● **What you need to do**:
In the records that follow, skip the pictures and print everything else exactly.

● **Material provided**:

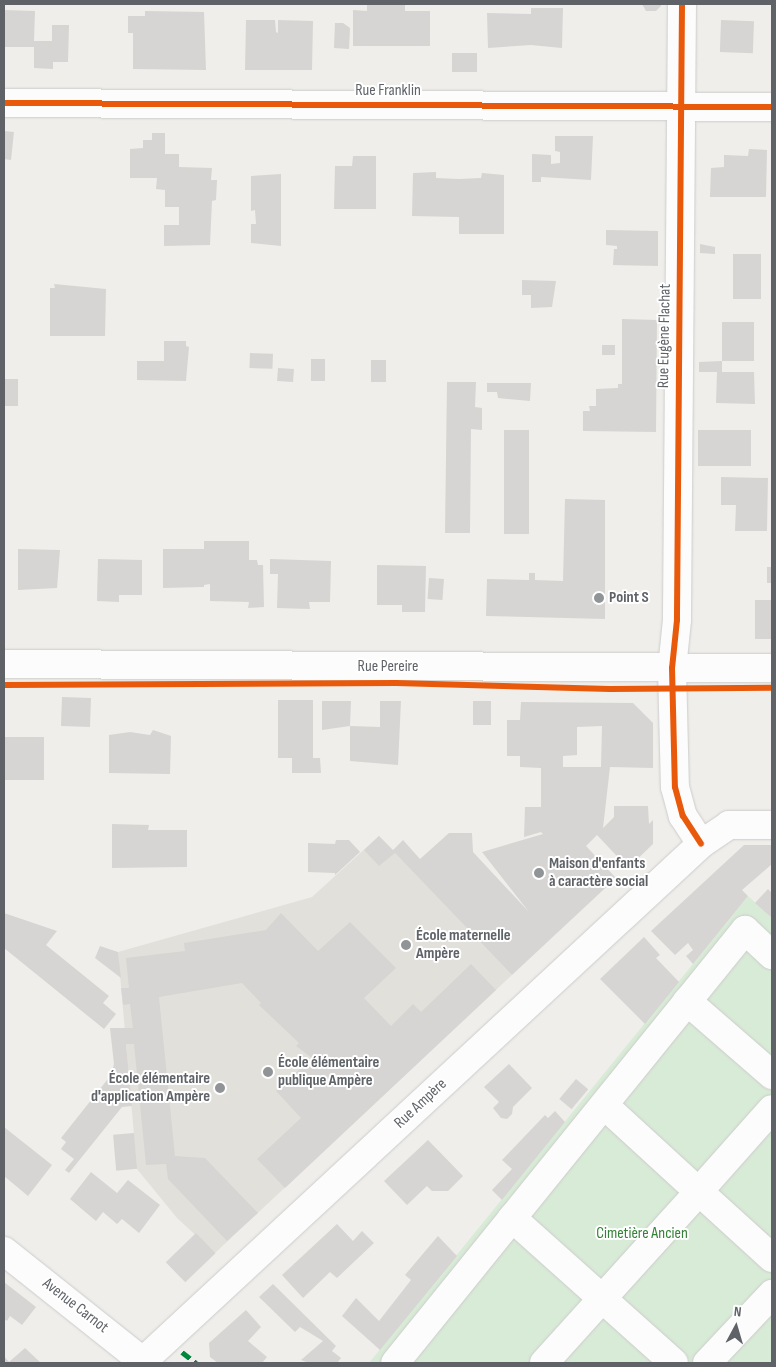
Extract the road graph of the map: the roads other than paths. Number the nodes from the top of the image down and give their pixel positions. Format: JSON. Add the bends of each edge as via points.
{"nodes":[{"id":1,"x":682,"y":4,"type":"edge"},
{"id":2,"x":4,"y":103,"type":"edge"},
{"id":3,"x":681,"y":107,"type":"junction"},
{"id":4,"x":772,"y":107,"type":"edge"},
{"id":5,"x":4,"y":664,"type":"edge"},
{"id":6,"x":672,"y":668,"type":"junction"},
{"id":7,"x":772,"y":668,"type":"edge"},
{"id":8,"x":772,"y":824,"type":"edge"},
{"id":9,"x":702,"y":844,"type":"junction"},
{"id":10,"x":772,"y":955,"type":"edge"},
{"id":11,"x":687,"y":1001,"type":"junction"},
{"id":12,"x":772,"y":1076,"type":"edge"},
{"id":13,"x":604,"y":1105,"type":"junction"},
{"id":14,"x":772,"y":1109,"type":"edge"},
{"id":15,"x":698,"y":1190,"type":"junction"},
{"id":16,"x":512,"y":1218,"type":"junction"},
{"id":17,"x":4,"y":1251,"type":"edge"},
{"id":18,"x":772,"y":1258,"type":"edge"},
{"id":19,"x":772,"y":1294,"type":"edge"},
{"id":20,"x":602,"y":1299,"type":"junction"},
{"id":21,"x":143,"y":1363,"type":"edge"},
{"id":22,"x":395,"y":1363,"type":"edge"},
{"id":23,"x":544,"y":1363,"type":"edge"},
{"id":24,"x":674,"y":1363,"type":"edge"},
{"id":25,"x":707,"y":1363,"type":"edge"}],
"edges":[{"from":1,"to":3,"type":"street","name":"Rue Eugène Flachat"},
{"from":2,"to":3,"type":"street","name":"Rue Franklin"},
{"from":3,"to":4,"type":"street","name":"Rue Franklin"},
{"from":3,"to":6,"type":"street","name":"Rue Eugène Flachat","via":[[677,620]]},
{"from":5,"to":6,"type":"street","name":"Rue Pereire"},
{"from":6,"to":7,"type":"street","name":"Rue Pereire"},
{"from":6,"to":9,"type":"street","name":"Rue Eugène Flachat","via":[[675,787],[690,808]]},
{"from":8,"to":9,"type":"street","name":"Rue Ampère","via":[[729,825]]},
{"from":9,"to":21,"type":"street","name":"Rue Ampère"},
{"from":10,"to":11,"type":"street","via":[[744,930]]},
{"from":11,"to":12,"type":"street"},
{"from":11,"to":13,"type":"street"},
{"from":13,"to":15,"type":"street"},
{"from":13,"to":16,"type":"street"},
{"from":14,"to":15,"type":"street"},
{"from":15,"to":18,"type":"street"},
{"from":15,"to":20,"type":"street"},
{"from":16,"to":20,"type":"street"},
{"from":16,"to":22,"type":"street"},
{"from":17,"to":21,"type":"street","name":"Avenue Carnot"},
{"from":19,"to":25,"type":"street"},
{"from":20,"to":23,"type":"street"},
{"from":20,"to":24,"type":"street"}]}
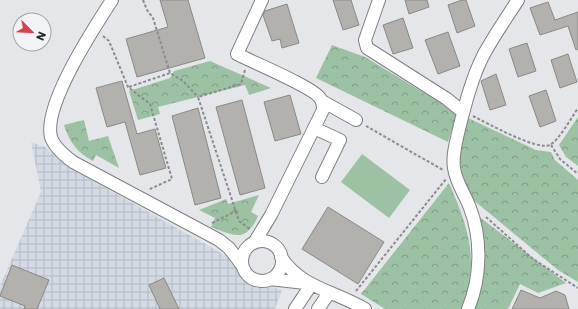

● **Task solution**:
Extract the road graph of the map: the roads other than paths. Number the nodes from the top of the image down and give their pixel positions. Format: JSON. Add the bends of each edge as via points.
{"nodes":[{"id":1,"x":682,"y":4,"type":"edge"},
{"id":2,"x":4,"y":103,"type":"edge"},
{"id":3,"x":681,"y":107,"type":"junction"},
{"id":4,"x":772,"y":107,"type":"edge"},
{"id":5,"x":4,"y":664,"type":"edge"},
{"id":6,"x":672,"y":668,"type":"junction"},
{"id":7,"x":772,"y":668,"type":"edge"},
{"id":8,"x":772,"y":824,"type":"edge"},
{"id":9,"x":702,"y":844,"type":"junction"},
{"id":10,"x":772,"y":955,"type":"edge"},
{"id":11,"x":687,"y":1001,"type":"junction"},
{"id":12,"x":772,"y":1076,"type":"edge"},
{"id":13,"x":604,"y":1105,"type":"junction"},
{"id":14,"x":772,"y":1109,"type":"edge"},
{"id":15,"x":698,"y":1190,"type":"junction"},
{"id":16,"x":512,"y":1218,"type":"junction"},
{"id":17,"x":4,"y":1251,"type":"edge"},
{"id":18,"x":772,"y":1258,"type":"edge"},
{"id":19,"x":772,"y":1294,"type":"edge"},
{"id":20,"x":602,"y":1299,"type":"junction"},
{"id":21,"x":143,"y":1363,"type":"edge"},
{"id":22,"x":395,"y":1363,"type":"edge"},
{"id":23,"x":544,"y":1363,"type":"edge"},
{"id":24,"x":674,"y":1363,"type":"edge"},
{"id":25,"x":707,"y":1363,"type":"edge"}],
"edges":[{"from":1,"to":3,"type":"street","name":"Rue Eugène Flachat"},
{"from":2,"to":3,"type":"street","name":"Rue Franklin"},
{"from":3,"to":4,"type":"street","name":"Rue Franklin"},
{"from":3,"to":6,"type":"street","name":"Rue Eugène Flachat","via":[[677,620]]},
{"from":5,"to":6,"type":"street","name":"Rue Pereire"},
{"from":6,"to":7,"type":"street","name":"Rue Pereire"},
{"from":6,"to":9,"type":"street","name":"Rue Eugène Flachat","via":[[675,787],[690,808]]},
{"from":8,"to":9,"type":"street","name":"Rue Ampère","via":[[729,825]]},
{"from":9,"to":21,"type":"street","name":"Rue Ampère"},
{"from":10,"to":11,"type":"street","via":[[744,930]]},
{"from":11,"to":12,"type":"street"},
{"from":11,"to":13,"type":"street"},
{"from":13,"to":15,"type":"street"},
{"from":13,"to":16,"type":"street"},
{"from":14,"to":15,"type":"street"},
{"from":15,"to":18,"type":"street"},
{"from":15,"to":20,"type":"street"},
{"from":16,"to":20,"type":"street"},
{"from":16,"to":22,"type":"street"},
{"from":17,"to":21,"type":"street","name":"Avenue Carnot"},
{"from":19,"to":25,"type":"street"},
{"from":20,"to":23,"type":"street"},
{"from":20,"to":24,"type":"street"}]}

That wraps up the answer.